Now take a look at this presentation of a CNN news poll.
Charabi’s comic and CNN’s exit poll table both describe a small group of racial categories that protect identities of the participants but don’t represent, and/or misrepresent, the humans that the data is about. Sharing data isn’t just about the final datasets of spreadsheets or transcripts. What you share can also include visualizations to show how you communicate the results.
When examining the ethical principles of justice and beneficence against the risk of disclosure, what is happening by collapsing these data categories if either of these examples were the final data you shared?
How might removal of selected information, including stripping out identifiers, from a dataset distort it such that it no longer represents what it was intended to represent?
Listen to 10 minutes (28:28 - 40:18) of this podcast from Data & Society, which is giving voice to indigenous populations.
Through these examples of stories about individuals, the speaker says that sometimes, to be named is to be counted and acknowledged. It can enable a group to seek justice. Use voices to allow populations to speak for themselves. Don’t boil their qualitative individuality out into a datapoint. Talk with their communities to get their perspective about how best to uphold their privacy, as well as best reflect their interests and priorities.
Here are some resources that provide guidelines:
- CARE Principles for Indigenous Data Governance
- Operationalizing the CARE and FAIR Principles for Indigenous data futures (2021 article)
- The San Code of Research Ethics (developed 2017 by an indigenous group in Cape Town, Africa)
- NIH policy for Responsible Management and Sharing of American Indian/Alaska Native Participant Data (2022)
The Equitable Open Data Report (2017) by the Detroit Digital Justice Coalition and Detroit Community Technology Project was created because of getting direct feedback from community residents in the city of Detroit about their feelings on the benefits and harms of Detroit’s Open Data Portal.

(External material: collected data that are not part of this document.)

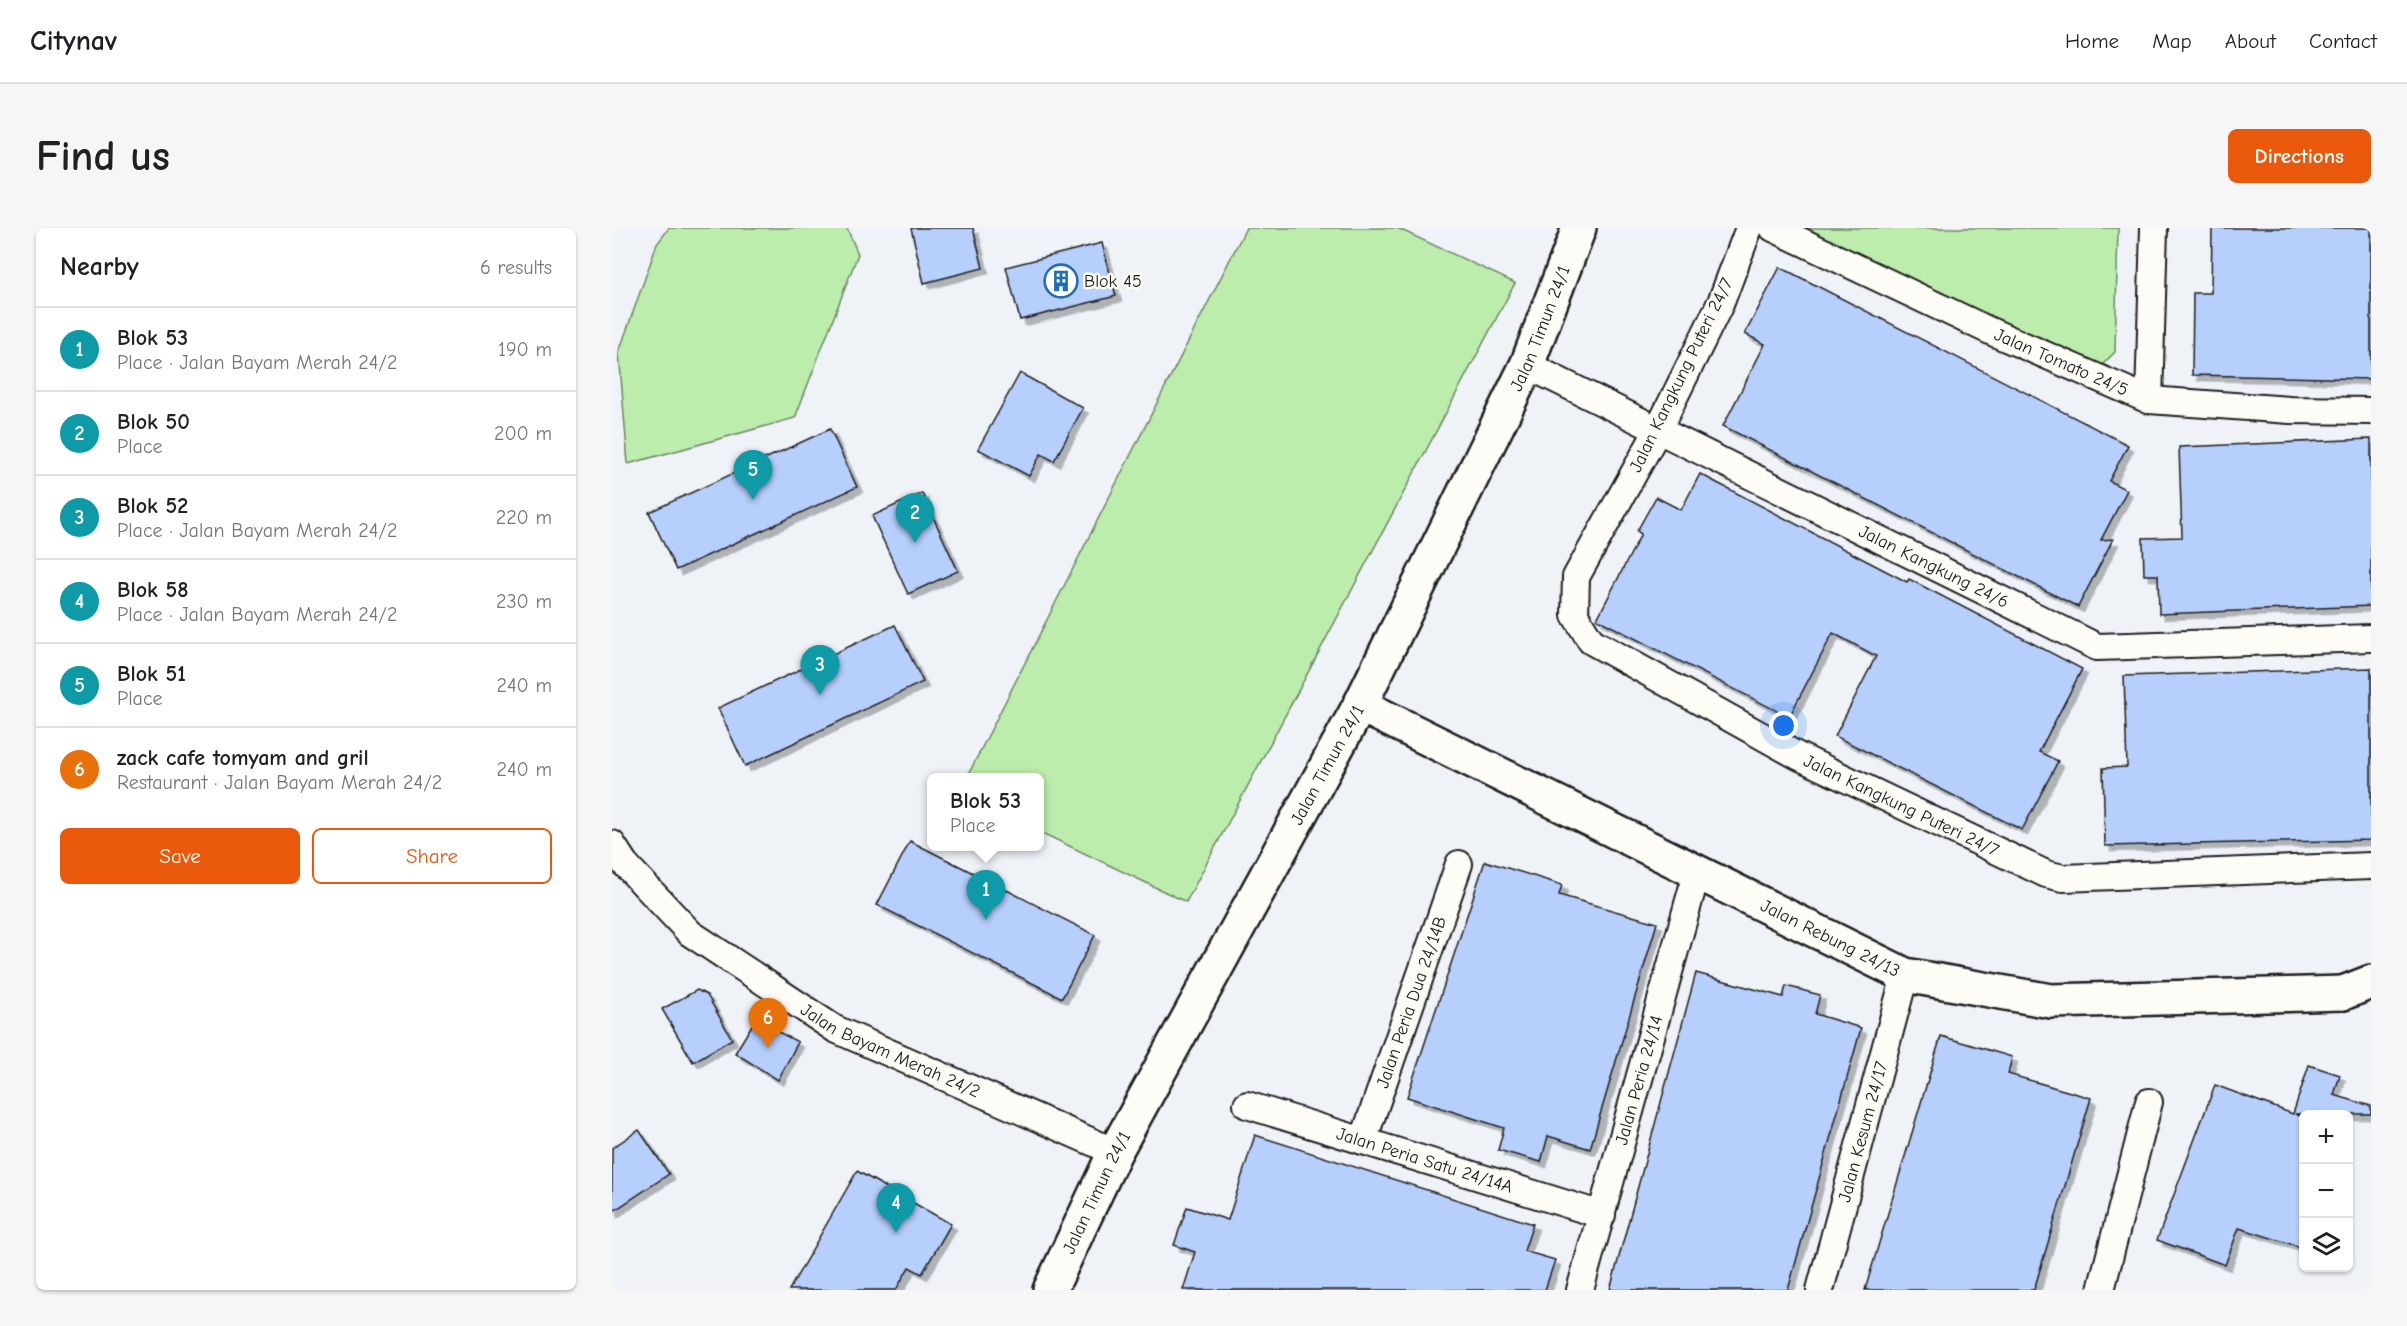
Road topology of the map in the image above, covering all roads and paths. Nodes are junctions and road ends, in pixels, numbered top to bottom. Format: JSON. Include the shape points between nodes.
{"nodes":[{"id":1,"x":1579,"y":228,"type":"edge"},
{"id":2,"x":1749,"y":228,"type":"edge"},
{"id":3,"x":1773,"y":228,"type":"edge"},
{"id":4,"x":2154,"y":228,"type":"edge"},
{"id":5,"x":1527,"y":365,"type":"junction"},
{"id":6,"x":2148,"y":400,"type":"junction"},
{"id":7,"x":2371,"y":411,"type":"edge"},
{"id":8,"x":1658,"y":430,"type":"junction"},
{"id":9,"x":2371,"y":638,"type":"edge"},
{"id":10,"x":1360,"y":705,"type":"junction"},
{"id":11,"x":612,"y":844,"type":"edge"},
{"id":12,"x":1459,"y":864,"type":"dead end"},
{"id":13,"x":2371,"y":866,"type":"edge"},
{"id":14,"x":1697,"y":872,"type":"junction"},
{"id":15,"x":1905,"y":975,"type":"junction"},
{"id":16,"x":2362,"y":991,"type":"edge"},
{"id":17,"x":2149,"y":1102,"type":"dead end"},
{"id":18,"x":1247,"y":1105,"type":"dead end"},
{"id":19,"x":1363,"y":1141,"type":"junction"},
{"id":20,"x":1115,"y":1152,"type":"junction"},
{"id":21,"x":1602,"y":1215,"type":"junction"},
{"id":22,"x":1050,"y":1290,"type":"edge"},
{"id":23,"x":1581,"y":1290,"type":"edge"},
{"id":24,"x":1820,"y":1290,"type":"edge"},
{"id":25,"x":2101,"y":1290,"type":"edge"}],
"edges":[{"from":1,"to":5,"type":"street","name":"Jalan Timun 24/1"},
{"from":2,"to":8,"type":"street","name":"Jalan Kangkung Puteri 24/7","via":[[1721,302]]},
{"from":3,"to":6,"type":"street","name":"Jalan Tomato 24/5","via":[[1990,331]]},
{"from":4,"to":6,"type":"street"},
{"from":5,"to":8,"type":"street","name":"Jalan Kangkung 24/6"},
{"from":5,"to":10,"type":"street","name":"Jalan Timun 24/1"},
{"from":6,"to":7,"type":"street","name":"Jalan Tomato 24/5"},
{"from":8,"to":9,"type":"street","name":"Jalan Kangkung 24/6","via":[[2097,647]]},
{"from":8,"to":13,"type":"street","name":"Jalan Kangkung Puteri 24/7","via":[[1576,577],[1575,615],[1592,641],[1798,756],[2046,874],[2063,878]]},
{"from":10,"to":14,"type":"street","name":"Jalan Rebung 24/13"},
{"from":10,"to":20,"type":"street","name":"Jalan Timun 24/1"},
{"from":11,"to":20,"type":"street","name":"Jalan Bayam Merah 24/2","via":[[625,864],[690,933],[835,1029]]},
{"from":12,"to":19,"type":"street","name":"Jalan Peria Dua 24/14B"},
{"from":14,"to":15,"type":"street","name":"Jalan Rebung 24/13"},
{"from":14,"to":21,"type":"street","name":"Jalan Peria 24/14"},
{"from":15,"to":16,"type":"street","name":"Jalan Rebung 24/13","via":[[2051,1001]]},
{"from":15,"to":24,"type":"street","name":"Jalan Kesum 24/17"},
{"from":17,"to":25,"type":"street"},
{"from":18,"to":19,"type":"street","name":"Jalan Peria Satu 24/14A"},
{"from":19,"to":21,"type":"street","name":"Jalan Peria Satu 24/14A"},
{"from":20,"to":22,"type":"street","name":"Jalan Timun 24/1"},
{"from":21,"to":23,"type":"street","name":"Jalan Peria 24/14"}]}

The feedback was consolidated into recommendations that could be used to support conversations and inform policy provisions related to Detroit’s collection, dissemination, and use of open data.
As identified by Tarrant (2020), you can think about risk of disclosure based on the following questions:
- What is the probability of an attacker attempting to re-identify an individual?
- What is the probability of an attacker succeeding to re-identify an individual?
- What are the consequences to the individual if they have been identified?
An impact model (Markham 2020) can be a helpful assessment tool to break down ethical considerations for your dissemination practices. Think about each of the following impact areas in regards to lower- to higher-level granularity and shorter- to longer-term of impact:
- Immediate treatment of people
- Side effects resulting from research data
- Use of data after or beyond initial analysis
- Long term forecasting of data use
Sources:
- Markham, A. 2020. An “Impact Model” for ethical assessment, IRE 3.0 Companion 6.4, Association of Internet Researchers, https://aoir.org/reports/ethics3.pdf (pg 76-77)
- Tarrant, D., Thereaux, O., & Mezeklieva, V. (2020, June). Anonymising data in times of crisis [Report]. Open Data Institute (ODI). https://theodi.org/article/anonymising-data-in-times-of-crisis/